Todesursache "dürfte ein Herzproblem gewesen sein", wie sein Manager Herbert Gruber gegenüber der österreichischen Nachrichtenagentur APA erklärte. Hauenstein gilt mit seinem Welthit "Lovemachine" (1978) als Pionier des Disco-Groove.

In den 80er Jahren setzte er mit Tourneen hinter dem Eisernen Vorhang sowie in Südafrika auch politische Akzente. Zudem war er ein Pionier der Genremischung: Als einer der ersten weissen Musiker verband er Rockelemente mit Klängen der afrikanischen Musik.

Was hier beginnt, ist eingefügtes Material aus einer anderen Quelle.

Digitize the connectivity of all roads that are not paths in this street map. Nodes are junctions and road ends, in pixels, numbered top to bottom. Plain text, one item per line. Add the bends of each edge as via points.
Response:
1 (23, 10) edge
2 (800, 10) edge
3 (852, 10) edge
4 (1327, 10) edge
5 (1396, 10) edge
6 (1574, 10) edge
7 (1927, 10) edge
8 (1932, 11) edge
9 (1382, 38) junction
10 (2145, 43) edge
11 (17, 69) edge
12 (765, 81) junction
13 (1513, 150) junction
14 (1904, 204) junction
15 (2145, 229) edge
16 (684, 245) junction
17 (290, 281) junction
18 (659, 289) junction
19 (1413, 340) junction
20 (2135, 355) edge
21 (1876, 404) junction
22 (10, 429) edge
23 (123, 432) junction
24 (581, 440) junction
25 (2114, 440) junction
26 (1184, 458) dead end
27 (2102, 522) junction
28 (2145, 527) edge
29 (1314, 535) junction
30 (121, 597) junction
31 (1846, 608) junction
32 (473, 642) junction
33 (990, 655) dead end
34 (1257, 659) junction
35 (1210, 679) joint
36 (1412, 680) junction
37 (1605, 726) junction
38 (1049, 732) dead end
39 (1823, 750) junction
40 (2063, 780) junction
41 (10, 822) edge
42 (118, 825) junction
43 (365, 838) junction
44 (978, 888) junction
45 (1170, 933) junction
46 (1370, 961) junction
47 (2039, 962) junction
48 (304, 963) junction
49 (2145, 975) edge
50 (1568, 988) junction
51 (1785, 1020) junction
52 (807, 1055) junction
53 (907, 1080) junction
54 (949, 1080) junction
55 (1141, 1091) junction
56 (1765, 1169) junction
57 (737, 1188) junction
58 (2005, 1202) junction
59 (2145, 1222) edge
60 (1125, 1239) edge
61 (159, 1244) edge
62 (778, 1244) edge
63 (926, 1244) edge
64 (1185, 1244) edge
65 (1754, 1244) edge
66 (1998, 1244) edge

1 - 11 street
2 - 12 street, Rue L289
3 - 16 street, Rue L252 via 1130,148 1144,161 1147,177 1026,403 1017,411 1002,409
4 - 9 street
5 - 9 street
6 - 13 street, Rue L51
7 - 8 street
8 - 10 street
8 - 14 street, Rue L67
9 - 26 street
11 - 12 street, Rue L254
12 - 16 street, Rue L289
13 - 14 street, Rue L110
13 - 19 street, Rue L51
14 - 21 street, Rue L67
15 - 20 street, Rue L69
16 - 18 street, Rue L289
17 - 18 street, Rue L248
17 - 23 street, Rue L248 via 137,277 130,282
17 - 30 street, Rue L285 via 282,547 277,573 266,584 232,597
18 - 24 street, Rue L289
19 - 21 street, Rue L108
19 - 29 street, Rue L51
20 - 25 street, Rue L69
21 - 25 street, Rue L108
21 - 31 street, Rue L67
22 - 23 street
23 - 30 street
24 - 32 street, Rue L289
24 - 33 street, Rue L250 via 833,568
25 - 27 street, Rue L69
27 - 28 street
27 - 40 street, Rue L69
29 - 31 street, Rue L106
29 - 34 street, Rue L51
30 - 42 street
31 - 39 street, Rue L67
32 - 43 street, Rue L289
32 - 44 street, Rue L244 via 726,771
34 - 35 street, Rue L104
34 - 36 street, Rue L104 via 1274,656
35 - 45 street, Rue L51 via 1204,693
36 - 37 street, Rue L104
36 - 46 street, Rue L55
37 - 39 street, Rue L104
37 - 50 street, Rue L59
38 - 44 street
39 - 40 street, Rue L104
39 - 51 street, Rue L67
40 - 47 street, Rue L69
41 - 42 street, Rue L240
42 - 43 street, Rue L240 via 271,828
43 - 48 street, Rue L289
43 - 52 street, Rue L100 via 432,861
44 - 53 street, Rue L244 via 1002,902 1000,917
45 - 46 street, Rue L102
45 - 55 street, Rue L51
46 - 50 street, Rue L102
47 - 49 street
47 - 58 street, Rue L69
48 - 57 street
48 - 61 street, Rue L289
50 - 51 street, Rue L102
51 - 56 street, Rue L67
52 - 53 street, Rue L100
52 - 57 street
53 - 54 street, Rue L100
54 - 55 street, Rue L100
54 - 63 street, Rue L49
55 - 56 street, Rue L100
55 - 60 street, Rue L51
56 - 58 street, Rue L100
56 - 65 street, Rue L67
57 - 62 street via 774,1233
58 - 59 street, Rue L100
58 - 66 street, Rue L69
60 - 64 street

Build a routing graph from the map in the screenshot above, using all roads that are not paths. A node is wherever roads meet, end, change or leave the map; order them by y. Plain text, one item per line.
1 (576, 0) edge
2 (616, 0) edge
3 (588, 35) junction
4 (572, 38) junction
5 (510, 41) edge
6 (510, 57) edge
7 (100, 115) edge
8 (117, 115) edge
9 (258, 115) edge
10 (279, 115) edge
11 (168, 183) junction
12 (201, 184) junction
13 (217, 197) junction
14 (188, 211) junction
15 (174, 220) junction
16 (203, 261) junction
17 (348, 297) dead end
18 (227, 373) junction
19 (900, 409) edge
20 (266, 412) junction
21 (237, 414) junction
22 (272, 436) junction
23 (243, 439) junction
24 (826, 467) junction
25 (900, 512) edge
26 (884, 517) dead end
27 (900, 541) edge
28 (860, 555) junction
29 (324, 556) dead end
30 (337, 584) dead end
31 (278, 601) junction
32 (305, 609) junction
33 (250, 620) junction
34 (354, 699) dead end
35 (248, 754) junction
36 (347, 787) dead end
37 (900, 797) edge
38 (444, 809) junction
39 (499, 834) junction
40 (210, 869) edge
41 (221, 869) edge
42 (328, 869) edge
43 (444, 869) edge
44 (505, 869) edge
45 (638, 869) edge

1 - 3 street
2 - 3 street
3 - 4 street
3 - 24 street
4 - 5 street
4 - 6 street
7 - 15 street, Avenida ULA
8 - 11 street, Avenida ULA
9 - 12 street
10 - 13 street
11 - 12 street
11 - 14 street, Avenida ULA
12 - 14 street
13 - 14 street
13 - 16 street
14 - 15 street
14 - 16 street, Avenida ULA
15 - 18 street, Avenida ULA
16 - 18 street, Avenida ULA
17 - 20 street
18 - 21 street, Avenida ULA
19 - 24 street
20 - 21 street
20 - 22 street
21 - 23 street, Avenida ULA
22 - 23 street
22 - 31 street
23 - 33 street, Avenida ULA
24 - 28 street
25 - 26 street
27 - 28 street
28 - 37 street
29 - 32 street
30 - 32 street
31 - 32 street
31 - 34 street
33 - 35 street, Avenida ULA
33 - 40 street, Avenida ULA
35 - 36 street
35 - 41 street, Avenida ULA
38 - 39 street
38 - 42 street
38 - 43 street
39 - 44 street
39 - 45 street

Am 14. Januar 1949 in Wien geboren, verband den gelernten Juwelier keine einfache Beziehung mit seiner Heimat. Österreich sei ja "an sich ein schönes Land. Die Menschen sind halt ein bisserl gewöhnungsbedürftig", sagte Hauenstein einst.

Mit "Lovemachine" startete er 1978 von Frankfurt aus durch. Er lebte eine Zeitlang in Bulgarien und verbrachte zudem sieben Jahre auf Gran Canaria. Mehr als 15 Alben standen fast ebenso viele Umzüge gegenüber. Zuletzt arbeitete er an einem neuen Album und plante einen Kinofilm über sein politisches Engagement.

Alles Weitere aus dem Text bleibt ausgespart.